Even some of the most enthusiastic moshers will acknowledge that death metal is an acquired taste, much like free jazz, techno, or metalcore. But say what you will about death metal, one cannot honestly claim that it doesn't have a lot of musicians who really know how to play their instruments. Chops are plentiful in death metal, especially when it comes to bands as technical as Son of Aurelius. These Californians favor death metal at its most technical, and angularity is the rule on their vicious, clobbering debut album, The Farthest Reaches. This type of material isn't as difficult to play as, say, John Coltrane's "Giant Steps" — a tune whose demanding chord changes have been known to scare the living hell out of many first-year jazz students — but even so, this is music that Son of Aurelius wouldn't be able to pull off if they didn't have a strong command of their instruments. Most of the time, The Farthest Reaches goes out of its way to be not only as technical as possible, but also as abrasive as possible.

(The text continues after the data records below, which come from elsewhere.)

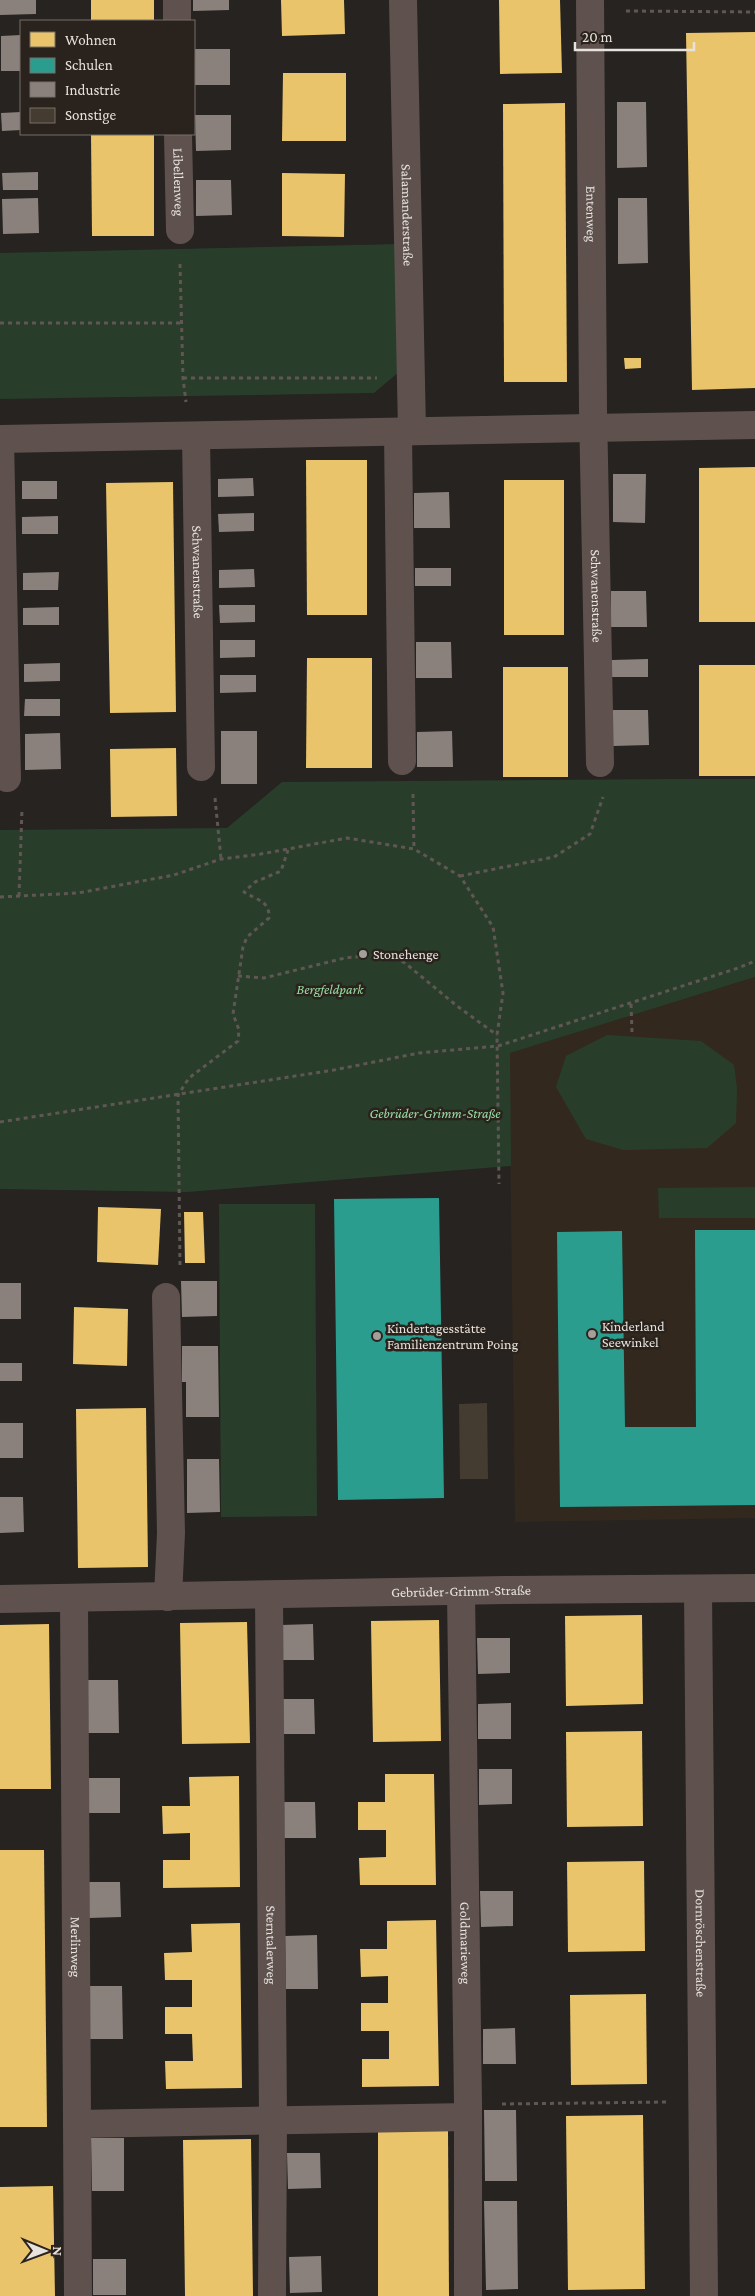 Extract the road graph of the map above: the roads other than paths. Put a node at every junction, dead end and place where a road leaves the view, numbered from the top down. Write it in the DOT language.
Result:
graph roads {
  1 [pos="177,0"];
  2 [pos="403,0"];
  3 [pos="590,5"];
  4 [pos="177,20"];
  5 [pos="178,135"];
  6 [pos="180,230"];
  7 [pos="755,425"];
  8 [pos="594,429"];
  9 [pos="405,431"];
  10 [pos="196,436"];
  11 [pos="0,438"];
  12 [pos="402,761"];
  13 [pos="600,763"];
  14 [pos="201,767"];
  15 [pos="7,778"];
  16 [pos="166,1297"];
  17 [pos="755,1588"];
  18 [pos="698,1589"];
  19 [pos="461,1592"];
  20 [pos="269,1595"];
  21 [pos="168,1597"];
  22 [pos="74,1598"];
  23 [pos="0,1599"];
  24 [pos="468,2110"];
  25 [pos="273,2120"];
  26 [pos="76,2124"];
  27 [pos="468,2295"];
  28 [pos="78,2296"];
  29 [pos="272,2296"];
  30 [pos="704,2296"];
  1 -- 4 [label="street"];
  2 -- 9 [label="street, Salamanderstraße"];
  3 -- 8 [label="street, Entenweg"];
  5 -- 6 [label="street, Libellenweg"];
  7 -- 8 [label="street"];
  8 -- 9 [label="street"];
  8 -- 13 [label="street, Schwanenstraße"];
  9 -- 10 [label="street"];
  9 -- 12 [label="street"];
  10 -- 11 [label="street"];
  10 -- 14 [label="street, Schwanenstraße"];
  11 -- 15 [label="street"];
  16 -- 21 [label="street"];
  17 -- 18 [label="street, Gebrüder-Grimm-Straße"];
  18 -- 19 [label="street, Gebrüder-Grimm-Straße"];
  18 -- 30 [label="street, Dornröschenstraße"];
  19 -- 20 [label="street, Gebrüder-Grimm-Straße"];
  19 -- 24 [label="street, Goldmarieweg"];
  20 -- 21 [label="street, Gebrüder-Grimm-Straße"];
  20 -- 25 [label="street, Sterntalerweg"];
  21 -- 22 [label="street, Gebrüder-Grimm-Straße"];
  22 -- 23 [label="street, Gebrüder-Grimm-Straße"];
  22 -- 26 [label="street, Merlinweg"];
  24 -- 25 [label="street"];
  24 -- 27 [label="street, Goldmarieweg"];
  25 -- 26 [label="street"];
  25 -- 29 [label="street, Sterntalerweg"];
  26 -- 28 [label="street, Merlinweg"];
} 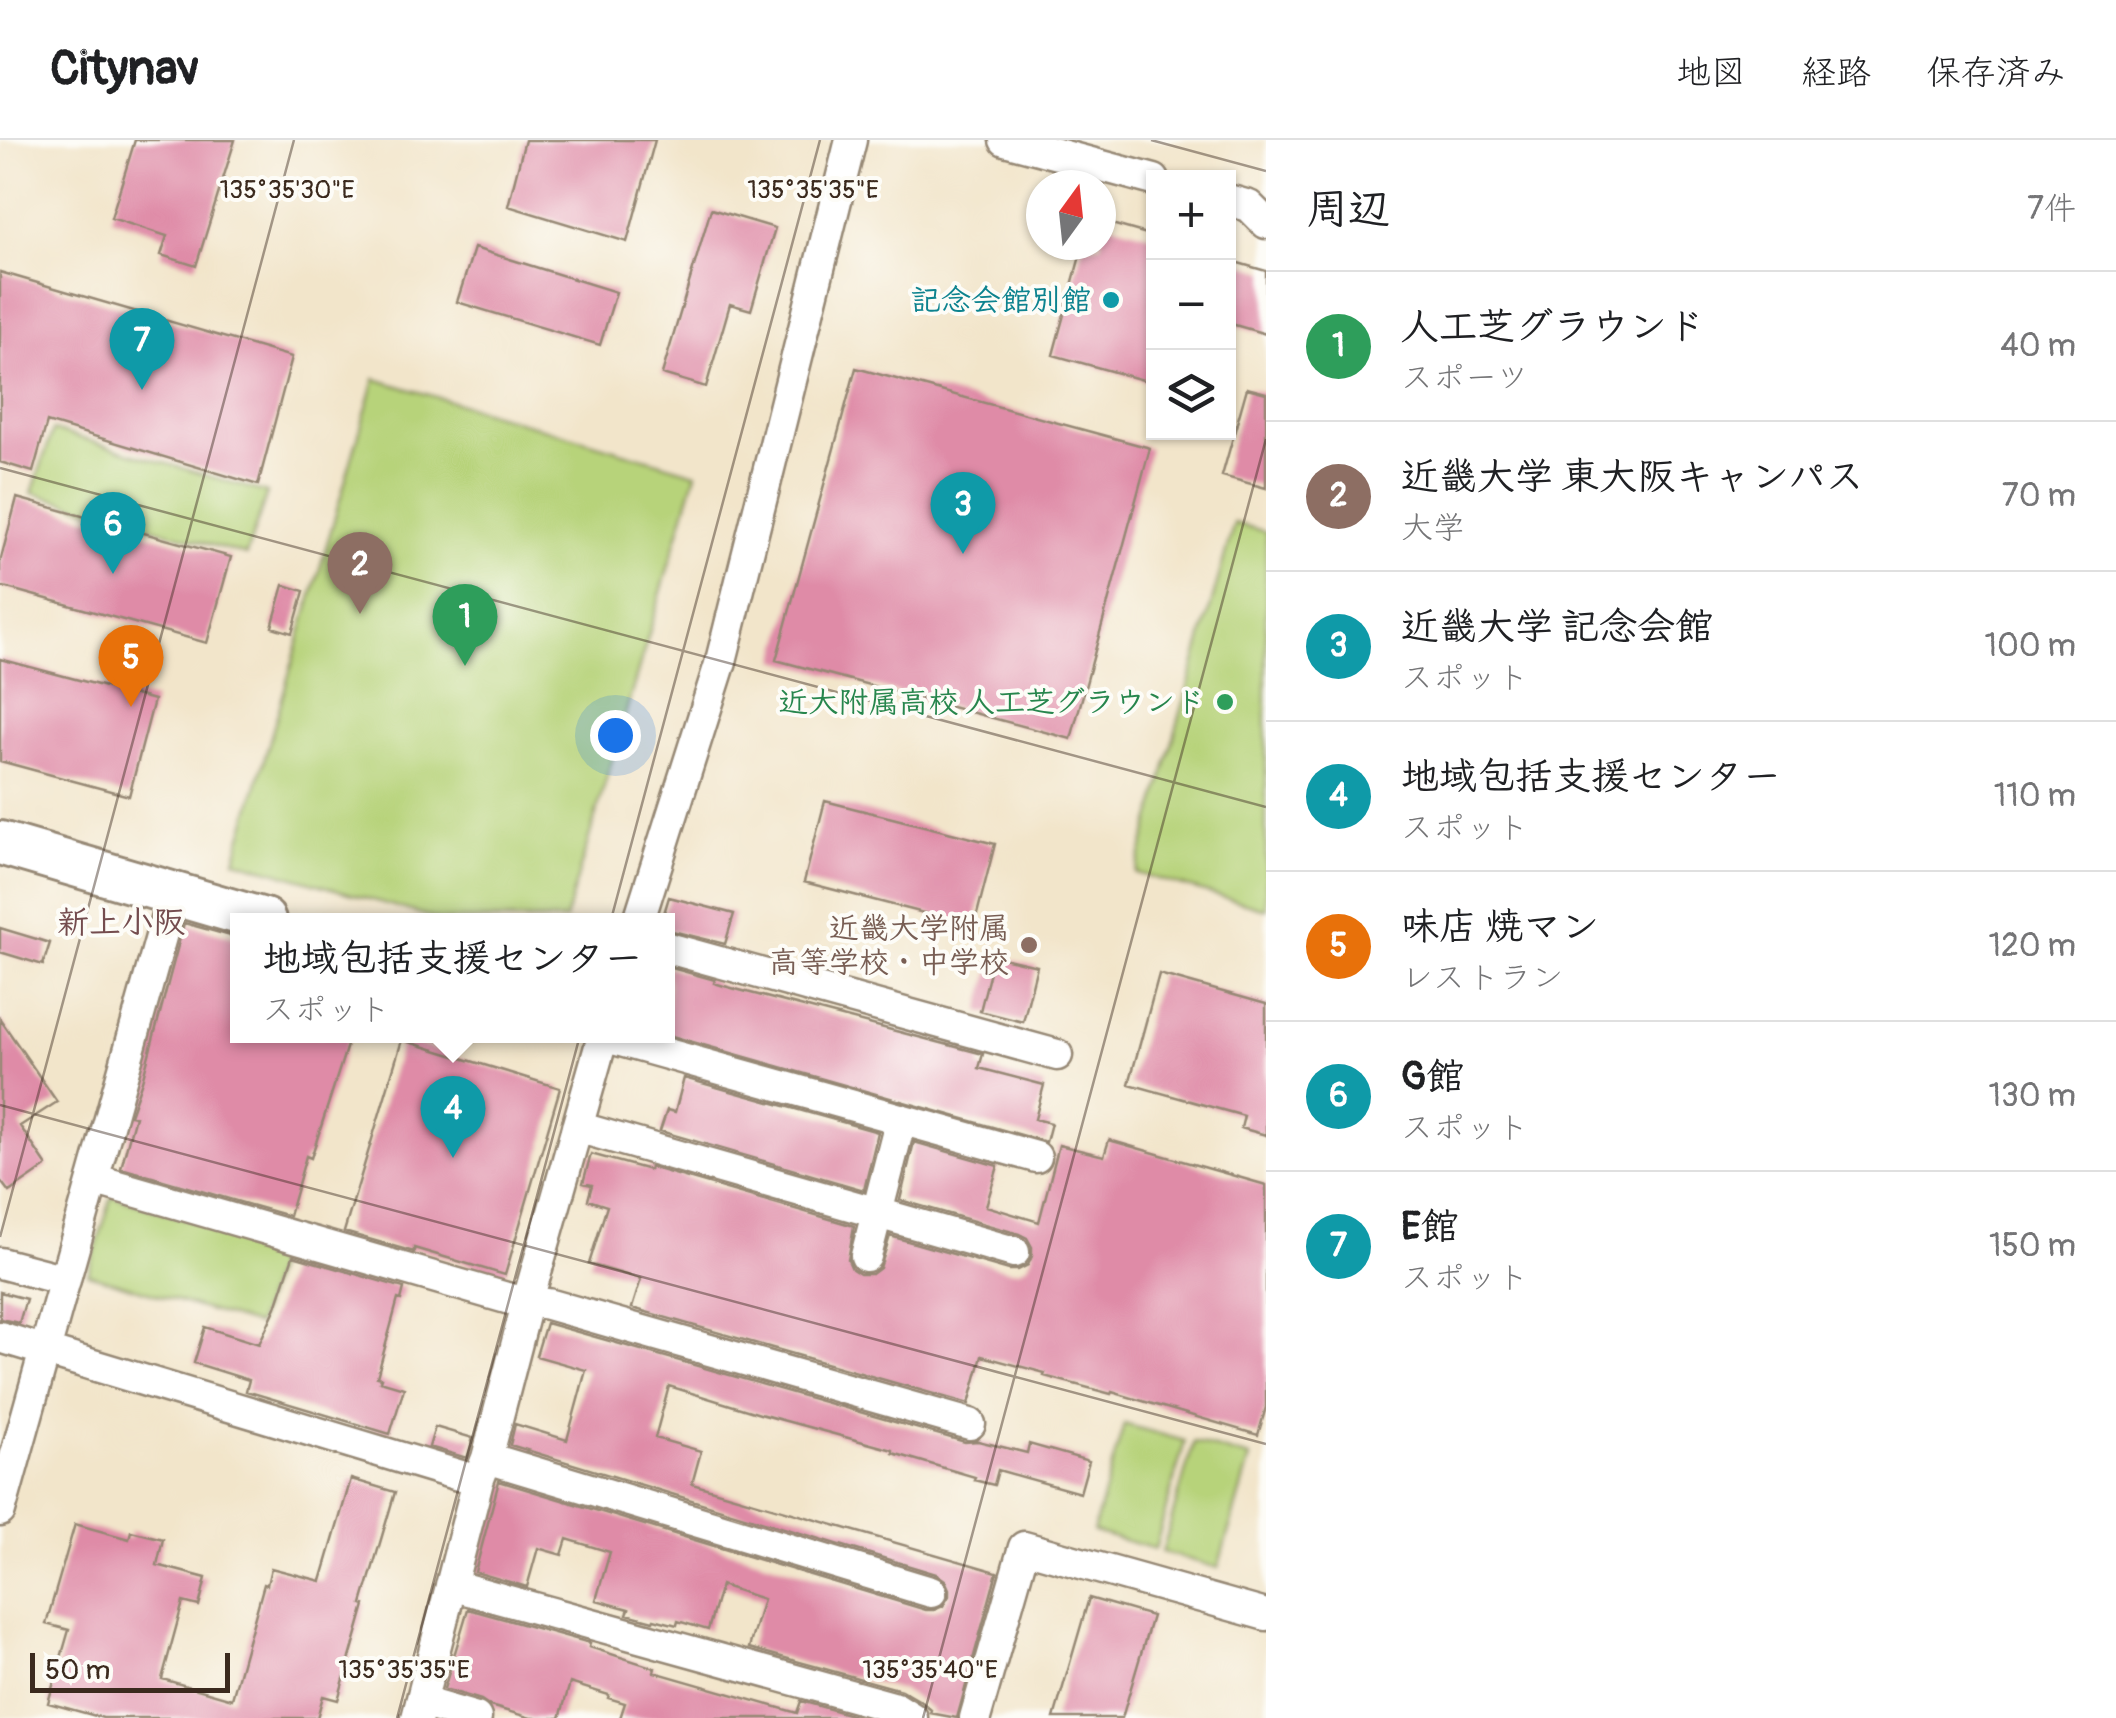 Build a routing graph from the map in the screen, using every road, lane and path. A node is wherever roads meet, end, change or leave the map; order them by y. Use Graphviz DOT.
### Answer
graph roads {
  1 [pos="851,140"];
  2 [pos="1005,140"];
  3 [pos="1146,178"];
  4 [pos="1236,202"];
  5 [pos="1266,223"];
  6 [pos="0,843"];
  7 [pos="173,894"];
  8 [pos="240,913"];
  9 [pos="641,913"];
  10 [pos="675,950"];
  11 [pos="601,1043"];
  12 [pos="628,1043"];
  13 [pos="1057,1055"];
  14 [pos="902,1119"];
  15 [pos="578,1128"];
  16 [pos="1036,1157"];
  17 [pos="92,1178"];
  18 [pos="878,1213"];
  19 [pos="1014,1252"];
  20 [pos="866,1256"];
  21 [pos="0,1262"];
  22 [pos="65,1280"];
  23 [pos="528,1300"];
  24 [pos="0,1337"];
  25 [pos="46,1350"];
  26 [pos="970,1424"];
  27 [pos="483,1470"];
  28 [pos="0,1511"];
  29 [pos="451,1586"];
  30 [pos="931,1592"];
  31 [pos="1266,1615"];
  32 [pos="419,1710"];
  33 [pos="476,1718"];
  34 [pos="912,1718"];
  35 [pos="974,1718"];
  1 -- 9 [label="street"];
  2 -- 3 [label="street"];
  4 -- 5 [label="street"];
  6 -- 7 [label="street"];
  7 -- 8 [label="street"];
  7 -- 17 [label="street"];
  10 -- 13 [label="street"];
  11 -- 15 [label="street"];
  12 -- 14 [label="street"];
  14 -- 16 [label="street"];
  14 -- 18 [label="street"];
  15 -- 18 [label="street"];
  15 -- 23 [label="street"];
  17 -- 22 [label="street"];
  17 -- 23 [label="street"];
  18 -- 19 [label="street"];
  18 -- 20 [label="street"];
  21 -- 22 [label="street"];
  22 -- 25 [label="street"];
  23 -- 26 [label="street"];
  23 -- 27 [label="street"];
  24 -- 25 [label="street"];
  25 -- 27 [label="street"];
  25 -- 28 [label="street"];
  27 -- 29 [label="street"];
  27 -- 30 [label="street"];
  29 -- 32 [label="street"];
  29 -- 34 [label="street"];
  31 -- 35 [label="street"];
  32 -- 33 [label="street"];
}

However, the fact that this 2009 recording/2010 release is highly technical doesn't mean that it is melodic or terribly nuanced; Son of Aurelius, who sound a lot like the German band Obscura, thrive on bombast for the sake of bombast. Death metal is the main ingredient, although there is some black metal influence as well — mainly in terms of the vocals, which include death metal's deep Cookie Monster growl as well as black metal's shrieking rasp. There are no clean vocals on this 36-minute CD — only extreme vocals — and throughout the album, the growl and the rasp are equally prominent. Although not groundbreaking, this generally decent effort is worth hearing if one is in the mood for harsh, skull-crushing exhilaration.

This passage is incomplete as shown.